Canal towpath as security threat

The Olympics have actually emptied much of London. I cycled in to work yesterday, and it was quiet. Russell Square, between the tube station of the same name and the British Museum, has been made into some sort of Olympic(TM) bus hub, with all the regular bus stops closed. There aren’t many cars about. A student came to see me at 5pm and had to get security to let her in because our building was locked up tight – usually, the front door’s open until 9. All very nice, if you’re riding a bike, though I expect most restaurants in central London will lose quite a bit from this big festival.

On the downside for bikes we have the Olympic Lanes – affectionately called “Zil lanes” after their Soviet inspiration, reserved for the “Olympic family” which includes athletes, officials, visiting politicians, journalists, and an undisclosed number of people representing the commercial sponsors (McDonald’s, Coca Cola, BMW, Lloyds Bank … this is a brand festival: don’t try to make a joke of it, or you might get arrested for criminal damage to Trafalgar Square spilling custard… no, really). The Olympic Lanes displace bus+bike lanes, which needless to say creates a few bottlenecks which in turn are one of the reasons why we’ve been asked to work from home during the Olympics.

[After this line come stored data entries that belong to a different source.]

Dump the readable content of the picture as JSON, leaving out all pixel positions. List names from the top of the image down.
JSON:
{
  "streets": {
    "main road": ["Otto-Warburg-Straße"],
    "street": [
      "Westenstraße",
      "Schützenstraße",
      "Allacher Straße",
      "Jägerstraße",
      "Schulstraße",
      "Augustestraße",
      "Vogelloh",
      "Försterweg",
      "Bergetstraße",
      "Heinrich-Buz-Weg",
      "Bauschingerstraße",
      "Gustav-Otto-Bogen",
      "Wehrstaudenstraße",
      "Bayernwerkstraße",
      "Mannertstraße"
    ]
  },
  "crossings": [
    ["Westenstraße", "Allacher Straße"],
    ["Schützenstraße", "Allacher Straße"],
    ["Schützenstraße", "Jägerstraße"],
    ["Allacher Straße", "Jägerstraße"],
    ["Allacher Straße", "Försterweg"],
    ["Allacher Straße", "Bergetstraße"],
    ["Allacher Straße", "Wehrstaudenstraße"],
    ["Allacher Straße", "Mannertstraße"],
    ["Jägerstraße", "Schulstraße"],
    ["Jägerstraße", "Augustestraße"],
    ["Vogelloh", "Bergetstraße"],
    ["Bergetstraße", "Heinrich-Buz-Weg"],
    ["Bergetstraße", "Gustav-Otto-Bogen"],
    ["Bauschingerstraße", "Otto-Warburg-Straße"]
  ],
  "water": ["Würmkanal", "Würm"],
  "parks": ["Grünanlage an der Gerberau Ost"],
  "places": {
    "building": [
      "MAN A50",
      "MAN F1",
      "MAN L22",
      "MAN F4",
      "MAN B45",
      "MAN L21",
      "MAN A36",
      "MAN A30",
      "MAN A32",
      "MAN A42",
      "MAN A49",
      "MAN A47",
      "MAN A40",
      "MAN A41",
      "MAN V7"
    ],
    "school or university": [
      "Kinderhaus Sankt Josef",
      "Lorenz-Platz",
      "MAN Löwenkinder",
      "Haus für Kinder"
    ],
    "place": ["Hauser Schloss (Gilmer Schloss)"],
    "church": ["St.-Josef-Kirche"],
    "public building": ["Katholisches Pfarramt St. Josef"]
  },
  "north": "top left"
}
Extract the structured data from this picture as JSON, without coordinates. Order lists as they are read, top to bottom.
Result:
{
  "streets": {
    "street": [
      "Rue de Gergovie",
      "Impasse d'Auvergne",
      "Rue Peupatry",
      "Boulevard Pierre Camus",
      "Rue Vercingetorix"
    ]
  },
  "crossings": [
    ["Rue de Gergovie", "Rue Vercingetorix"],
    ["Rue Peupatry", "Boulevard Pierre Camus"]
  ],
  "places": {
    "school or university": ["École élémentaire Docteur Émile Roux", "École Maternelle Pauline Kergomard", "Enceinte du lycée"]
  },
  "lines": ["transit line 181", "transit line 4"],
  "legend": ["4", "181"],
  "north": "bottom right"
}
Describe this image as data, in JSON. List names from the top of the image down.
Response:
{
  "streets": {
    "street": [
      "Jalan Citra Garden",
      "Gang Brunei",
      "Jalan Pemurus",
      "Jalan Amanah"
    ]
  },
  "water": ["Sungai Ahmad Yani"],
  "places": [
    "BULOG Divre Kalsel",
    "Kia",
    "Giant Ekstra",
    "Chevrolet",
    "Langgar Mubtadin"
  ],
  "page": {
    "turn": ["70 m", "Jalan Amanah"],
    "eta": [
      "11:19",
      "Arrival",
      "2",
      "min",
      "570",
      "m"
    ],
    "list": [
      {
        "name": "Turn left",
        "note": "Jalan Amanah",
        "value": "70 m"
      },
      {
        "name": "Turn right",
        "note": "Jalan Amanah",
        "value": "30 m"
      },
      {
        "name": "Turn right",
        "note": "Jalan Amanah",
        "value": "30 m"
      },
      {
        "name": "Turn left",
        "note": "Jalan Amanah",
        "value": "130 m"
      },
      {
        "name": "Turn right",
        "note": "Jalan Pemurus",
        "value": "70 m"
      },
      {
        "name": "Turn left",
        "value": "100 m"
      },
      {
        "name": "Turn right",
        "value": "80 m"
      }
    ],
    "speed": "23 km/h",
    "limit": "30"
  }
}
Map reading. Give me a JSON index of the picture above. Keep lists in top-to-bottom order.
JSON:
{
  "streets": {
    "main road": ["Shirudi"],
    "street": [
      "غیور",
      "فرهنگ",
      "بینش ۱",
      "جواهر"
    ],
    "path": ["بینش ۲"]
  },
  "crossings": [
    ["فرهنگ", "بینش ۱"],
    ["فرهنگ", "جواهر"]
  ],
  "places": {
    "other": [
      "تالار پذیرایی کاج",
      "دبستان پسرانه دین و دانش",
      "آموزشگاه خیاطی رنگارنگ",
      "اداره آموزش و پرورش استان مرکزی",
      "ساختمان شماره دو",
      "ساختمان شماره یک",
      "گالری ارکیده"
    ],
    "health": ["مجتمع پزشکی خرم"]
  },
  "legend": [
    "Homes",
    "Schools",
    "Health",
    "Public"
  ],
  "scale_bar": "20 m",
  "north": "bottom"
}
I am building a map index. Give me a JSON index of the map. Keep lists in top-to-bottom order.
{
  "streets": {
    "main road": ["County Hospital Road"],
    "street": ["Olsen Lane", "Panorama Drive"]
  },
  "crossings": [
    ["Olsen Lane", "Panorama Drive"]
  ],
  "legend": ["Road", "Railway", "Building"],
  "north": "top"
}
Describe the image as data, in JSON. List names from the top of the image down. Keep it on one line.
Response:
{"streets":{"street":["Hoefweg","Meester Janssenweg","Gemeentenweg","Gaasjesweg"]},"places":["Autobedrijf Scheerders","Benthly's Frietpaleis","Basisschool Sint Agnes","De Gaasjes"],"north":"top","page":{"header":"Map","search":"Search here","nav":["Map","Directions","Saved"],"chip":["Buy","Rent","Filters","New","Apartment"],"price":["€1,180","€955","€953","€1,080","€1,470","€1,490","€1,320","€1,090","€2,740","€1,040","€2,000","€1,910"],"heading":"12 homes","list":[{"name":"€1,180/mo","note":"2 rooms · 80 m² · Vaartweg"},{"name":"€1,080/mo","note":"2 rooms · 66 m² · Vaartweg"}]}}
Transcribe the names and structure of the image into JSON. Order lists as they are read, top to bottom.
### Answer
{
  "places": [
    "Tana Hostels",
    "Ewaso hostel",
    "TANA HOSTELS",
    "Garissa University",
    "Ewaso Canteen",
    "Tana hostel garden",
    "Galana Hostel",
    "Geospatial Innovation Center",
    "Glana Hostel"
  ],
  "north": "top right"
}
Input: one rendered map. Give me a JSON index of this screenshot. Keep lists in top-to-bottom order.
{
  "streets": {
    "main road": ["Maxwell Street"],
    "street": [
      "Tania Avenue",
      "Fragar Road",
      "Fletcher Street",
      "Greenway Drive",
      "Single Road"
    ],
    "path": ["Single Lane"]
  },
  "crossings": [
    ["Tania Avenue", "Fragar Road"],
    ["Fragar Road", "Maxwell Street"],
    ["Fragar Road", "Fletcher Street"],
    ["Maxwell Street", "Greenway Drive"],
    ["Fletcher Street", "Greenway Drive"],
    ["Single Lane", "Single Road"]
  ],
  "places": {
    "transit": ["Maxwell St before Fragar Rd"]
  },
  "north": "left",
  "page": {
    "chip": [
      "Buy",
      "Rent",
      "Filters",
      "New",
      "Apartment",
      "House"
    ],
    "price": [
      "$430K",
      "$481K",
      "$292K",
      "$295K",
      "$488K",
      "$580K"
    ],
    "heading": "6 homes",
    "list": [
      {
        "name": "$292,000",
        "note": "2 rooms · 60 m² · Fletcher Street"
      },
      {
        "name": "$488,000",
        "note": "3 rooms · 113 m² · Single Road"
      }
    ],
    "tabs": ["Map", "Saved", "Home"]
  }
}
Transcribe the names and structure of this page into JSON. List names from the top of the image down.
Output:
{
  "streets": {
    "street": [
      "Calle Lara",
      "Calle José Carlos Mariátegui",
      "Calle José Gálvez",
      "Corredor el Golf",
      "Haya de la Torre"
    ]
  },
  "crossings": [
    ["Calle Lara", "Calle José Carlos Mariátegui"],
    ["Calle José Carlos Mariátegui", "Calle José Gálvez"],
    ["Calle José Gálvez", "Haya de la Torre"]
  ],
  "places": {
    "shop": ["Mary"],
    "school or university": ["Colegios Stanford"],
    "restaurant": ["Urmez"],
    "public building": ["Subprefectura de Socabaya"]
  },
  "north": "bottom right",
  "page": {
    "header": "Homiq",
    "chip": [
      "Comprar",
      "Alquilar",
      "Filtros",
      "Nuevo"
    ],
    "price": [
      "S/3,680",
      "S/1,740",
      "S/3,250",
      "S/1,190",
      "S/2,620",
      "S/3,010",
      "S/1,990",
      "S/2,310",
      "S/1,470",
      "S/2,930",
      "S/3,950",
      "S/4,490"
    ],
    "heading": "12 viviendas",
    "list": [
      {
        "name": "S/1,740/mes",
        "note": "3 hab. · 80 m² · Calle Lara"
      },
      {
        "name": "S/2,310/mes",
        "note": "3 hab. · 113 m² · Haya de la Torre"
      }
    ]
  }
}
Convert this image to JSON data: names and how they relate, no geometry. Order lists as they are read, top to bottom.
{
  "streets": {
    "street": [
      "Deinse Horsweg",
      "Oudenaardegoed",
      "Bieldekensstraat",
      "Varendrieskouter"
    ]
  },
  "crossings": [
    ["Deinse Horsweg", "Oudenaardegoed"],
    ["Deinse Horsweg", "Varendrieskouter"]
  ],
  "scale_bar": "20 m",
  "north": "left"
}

And then there are the securocrats, who do not miss an opportunity to extend their dead hand – they’ve been on a roll for over a decade now, and their business model is to turn an opportunity into a crisis. One of their bright ideas has been to close a section of the towpath along the canal that parallels the River Lea from the countryside, through East London, to the Thames. The towpath is a heavily used walking and cycling route, a segment of Route 1 in the National Cycle Network, and one of the best ways to get close to the Olympic Park by bike. Too close, it seems, though they’re mum on what the actual threat might be. Cyclists are diverted to busy streets. For good measure, the closure began July 3rd, 23 days before the opening ceremony, and is scheduled to last up to September 10th, after the end of the Paralympic Games.

So, in protest, I’m looking forward to joining the “Ride the diversion” flashride (and walk) at 1.30pm, Sunday 29th July; it will take an alternate route through the dangerous Bow roundabout (part of the mayor’s ‘Cycle Superhighway’ network, no this is not a joke either), where two cyclists have been killed by trucks in the past year (on Sunday, we’ll count on safety in numbers).